Heft- oder Heftnaht mit großen Stichen dient zum Ausrichten und Justieren, bevor endgültig genäht wird. Abnähern wird oft mit Fadenschlag markiert, danach passend zugeschnitten. Nahtzugaben und Kanten werden durch Lineale und Markierungen genau übertragen. Beim Patchwork helfen spezielle Liniale und Schablonen, um Muster präzise zusammenzufügen und Stoffe exakt zu legen.

Muster, Lernen und Maschinenunterstützung

Es wird betont, dass Erfahrungen und Unterstützung von Lehrlingen wichtig sind. Das Internet bietet Anleitungen, dennoch liegt der Fokus auf eigener Praxis und Geduld. Laser- oder moderne Maschinentechniken kommen vereinzelt vor, doch klassische Methoden und Markierungen bleiben zentral. Patchwork, Quilten und das sorgfältige Abpassen von Teilen erfordern Übung, Planung und sorgfältige Kontrolle.

Werkzeuge zum Anzeichnen und Markieren

Im Gespräch wird eine breite Palette an Hilfsmitteln beschrieben: gerade und gebogene Lineale, Dreiecke, Patchwork-Lineale, Kurvenlineale sowie Bügel- oder Metalllineale. Kreide, Kreidestifte, Bleistifte (auch in weiß) und wasser- oder luftlösliche Stifte gehören ebenso zur Ausrüstung. Kopier- bzw. Kopierrädchen ermöglichen das Abzeichnen von Schnittlinien, während Avalonfolie, Seidenpapier und Maskierhilfen das Vorgehen verlässlich unterstützen.

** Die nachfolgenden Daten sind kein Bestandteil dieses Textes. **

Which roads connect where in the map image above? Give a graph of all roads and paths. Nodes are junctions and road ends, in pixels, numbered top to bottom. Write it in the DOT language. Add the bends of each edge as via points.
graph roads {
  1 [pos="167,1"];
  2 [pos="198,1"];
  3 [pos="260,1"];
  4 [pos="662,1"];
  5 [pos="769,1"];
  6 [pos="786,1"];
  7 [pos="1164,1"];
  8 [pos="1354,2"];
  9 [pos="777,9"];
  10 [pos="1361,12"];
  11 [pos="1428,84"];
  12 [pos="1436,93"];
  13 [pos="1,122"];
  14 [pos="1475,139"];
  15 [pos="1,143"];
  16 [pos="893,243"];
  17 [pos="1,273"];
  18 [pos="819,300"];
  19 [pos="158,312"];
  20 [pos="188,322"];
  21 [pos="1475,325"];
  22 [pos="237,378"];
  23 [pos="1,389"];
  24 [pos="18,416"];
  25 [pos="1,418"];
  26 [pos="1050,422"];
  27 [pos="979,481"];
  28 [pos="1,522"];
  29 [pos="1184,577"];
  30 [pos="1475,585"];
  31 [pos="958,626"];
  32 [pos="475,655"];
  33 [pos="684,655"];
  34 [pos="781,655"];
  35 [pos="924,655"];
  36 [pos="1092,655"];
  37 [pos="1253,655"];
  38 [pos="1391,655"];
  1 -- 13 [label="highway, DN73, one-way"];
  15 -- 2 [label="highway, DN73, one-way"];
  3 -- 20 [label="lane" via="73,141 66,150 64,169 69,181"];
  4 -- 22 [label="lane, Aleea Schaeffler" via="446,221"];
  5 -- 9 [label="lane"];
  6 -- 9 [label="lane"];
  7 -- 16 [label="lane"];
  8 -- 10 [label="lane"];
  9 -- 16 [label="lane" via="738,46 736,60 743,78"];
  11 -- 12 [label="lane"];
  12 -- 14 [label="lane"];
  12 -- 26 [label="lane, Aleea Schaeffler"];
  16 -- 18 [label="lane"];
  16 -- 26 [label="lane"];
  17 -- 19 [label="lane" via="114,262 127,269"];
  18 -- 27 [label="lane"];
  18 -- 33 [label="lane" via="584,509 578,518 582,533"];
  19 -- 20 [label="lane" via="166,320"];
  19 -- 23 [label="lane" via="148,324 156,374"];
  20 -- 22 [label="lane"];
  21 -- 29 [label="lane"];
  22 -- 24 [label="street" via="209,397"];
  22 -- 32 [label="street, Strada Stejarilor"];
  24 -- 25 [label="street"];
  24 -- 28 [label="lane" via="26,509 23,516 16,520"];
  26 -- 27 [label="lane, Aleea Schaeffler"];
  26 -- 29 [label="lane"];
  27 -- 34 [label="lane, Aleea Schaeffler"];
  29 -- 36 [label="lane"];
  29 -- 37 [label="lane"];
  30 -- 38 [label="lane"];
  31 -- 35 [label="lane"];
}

Vorgehensweisen beim Markieren und Abzeichnen

Beim Vorzeichnen wird oft die Vorder- oder Rückseite gewählt, je nach Stoff und Sichtbarkeit. Markierungen entstehen durch Kreide, Bleistift oder Stift, teils mit Fadenlauf. Abnäher, Saum und Stücke werden durch Probeschnitte getestet, danach markieren, staunend oder leicht verschleiert wieder entfernen. Fadenlauflinien werden gelegentlich per Kreide aufgemalt, doch nicht immer zuverlässig.

Nähen, Abnähern und Passform

Heft- oder Heftnaht mit großen Stichen dient zum Ausrichten und Justieren, bevor endgültig genäht wird. Abnähern wird oft mit Fadenschlag markiert, danach passend zugeschnitten. Nahtzugaben und Kanten werden durch Lineale und Markierungen genau übertragen. Beim Patchwork helfen spezielle Liniale und Schablonen, um Muster präzise zusammenzufügen und Stoffe exakt zu legen.

Muster, Lernen und Maschinenunterstützung

Es wird betont, dass Erfahrungen und Unterstützung von Lehrlingen wichtig sind. Das Internet bietet Anleitungen, dennoch liegt der Fokus auf eigener Praxis und Geduld. Laser- oder moderne Maschinentechniken kommen vereinzelt vor, doch klassische Methoden und Markierungen bleiben zentral. Patchwork, Quilten und das sorgfältige Abpassen von Teilen erfordern Übung, Planung und sorgfältige Kontrolle.